Jakarta, CNN Indonesia -- Ketua Komisi Hukum (III) DPR Azis Syamsuddin menilai putusan judicial review Mahkamah Konstitusi terkait Pasal 245 Undang-undang MPR, DPR, DPD dan DPRD (MD3) tidak menghambat penegakan hukum. Aziz menyebut putusan ini bisa memicu stabilitas politik.
Azis menganggap putusan MK tersebut memperkuat proses penanganan perkara yang menjerat anggota dewan. Persetujuan presiden dibutuhkan oleh penyidik yang hendak memeriksa anggota dewan semata-mata untuk memastikan penanganan hukum didasari oleh materi dan alat bukti yang kuat. Penanganan kasus hukum yang diduga melibatkan anggota dewan, jika tanpa didasari bukti yang kuat, bisa mengganggu kondisi politik negeri. Apalagi jika anggota dewan itu adalah tokoh penting partai.
"Justru putusan MK ini untuk mencegah oknum hukum yang bermain, di mana memanggil saksi, tersangka yang tidak ada dasar hukum yang jelas. Sehingga pemerintah dengan ini mempunyai alat untuk stabilitas politik," kata Azis di Gedung DPR, Rabu (23/9).
Azis pun menepis anggapan putusan MK bakal mempertebal imunitas anggota dewan dari jeratan perkara. Politisi Golkar itu menilai putusan MK sejalan dengan semangat Presiden Joko Widodo yang menghendaki aparat penegak hukum tidak menjadikan pejabat sebagai mesin ATM.
"Bahwa di sini artinya tidak ada boleh oknum yang bermain. Demikian sebaliknya, tidak ada pejabat yang kebal hukum," kata Aziz.
Anggota Komisi III Masinton Pasaribu menilai presiden harus segera menyiapkan mekanisme administrasi dan berkoordinasi dengan Kesekretariatan Negara agar surat masuk untuk meminta izin pemeriksaan terhadap anggota dewan bisa ditanggapi dengan cepat.
Pasalnya, kata Masinton, putusan MK yang mengharuskan penyidik meminta izin presiden untuk menangani kasus anggota dewan tak dipungkiri bakal memperpanjang rentang prosedur penanganan perkara.
"Jadi jangan sampai presiden yang menjadi sasaran tembak, disalahkan karena proses administrasi yang panjang.

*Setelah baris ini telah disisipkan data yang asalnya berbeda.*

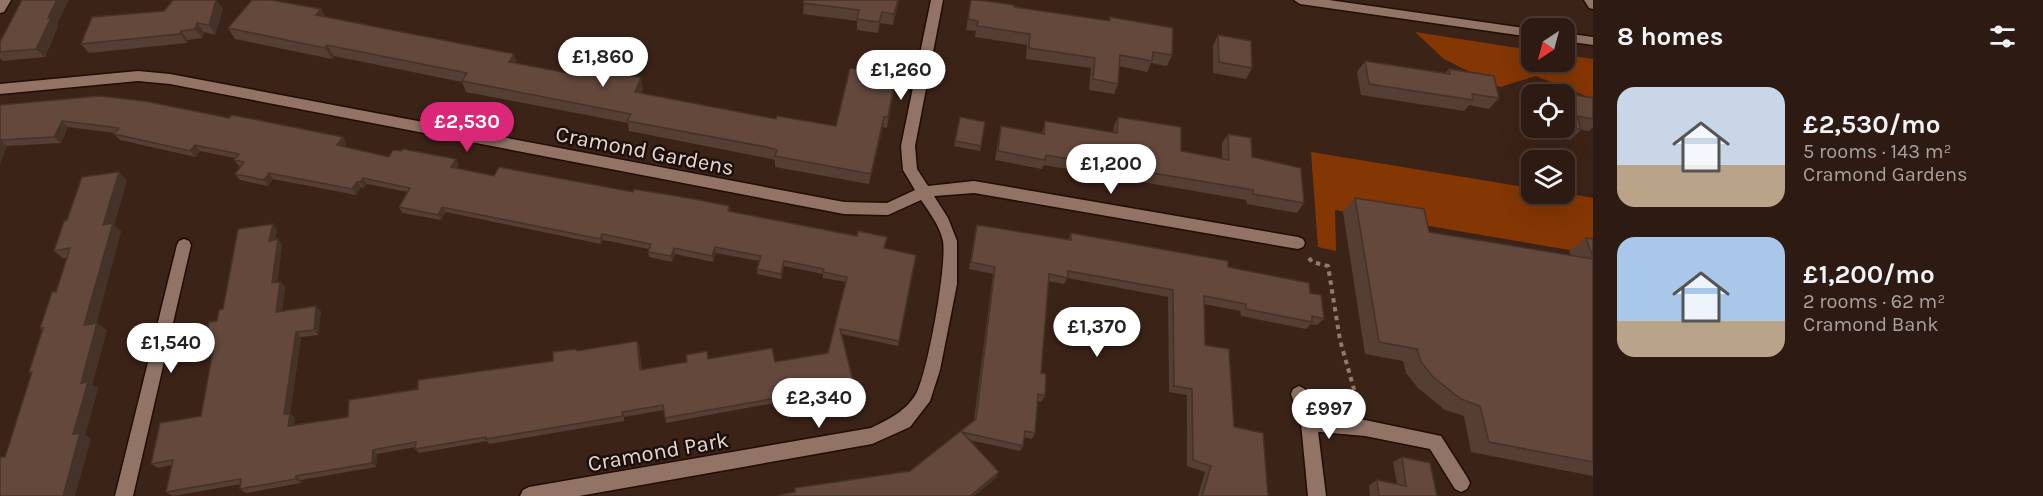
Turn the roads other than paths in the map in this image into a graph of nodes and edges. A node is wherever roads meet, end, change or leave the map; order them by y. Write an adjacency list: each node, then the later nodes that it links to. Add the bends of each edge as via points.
1 (5, 0): 6 (street)
2 (937, 0): 11 (street, Cramond Park, via 908,146 910,170)
3 (1300, 0): 7 (street)
4 (1590, 0): 5 (street)
5 (1593, 5)
6 (0, 9)
7 (1521, 31)
8 (1575, 39): 9 (street)
9 (1593, 41)
10 (0, 88): 11 (street, Cramond Gardens, via 138,76 170,79 844,208 888,208)
11 (924, 192): 12 (street, Cramond Gardens, via 974,187); 18 (street, Cramond Park, via 941,218 950,242 949,284 924,396 904,421 872,436)
12 (1298, 243)
13 (184, 244): 17 (street)
14 (1299, 393): 15 (street)
15 (1309, 423): 16 (street, via 1365,428 1434,442); 19 (street)
16 (1461, 483)
17 (124, 496)
18 (529, 496)
19 (1317, 496)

Presiden harus merespons cepat," kata Masinton.
Bagaimanapun, politisi PDIP itu berpendapat dalam hal ini penyidik aparat penegak hukum masih punya kesempatan untuk menindak langsung anggota dewan bermasalah tanpa harus terlebih dulu minta izin. Hal itu dilakukan dengan catatatan penanganan perkara dilakukan dalam operasi tangkap tangan.
"Karena saya lihat ini sebenarnya tidak berlaku untuk OTT yang biasa dilakukan KPK atau pidana khusus lainnya yang sifatnya tangkap tangan," kata Masinton.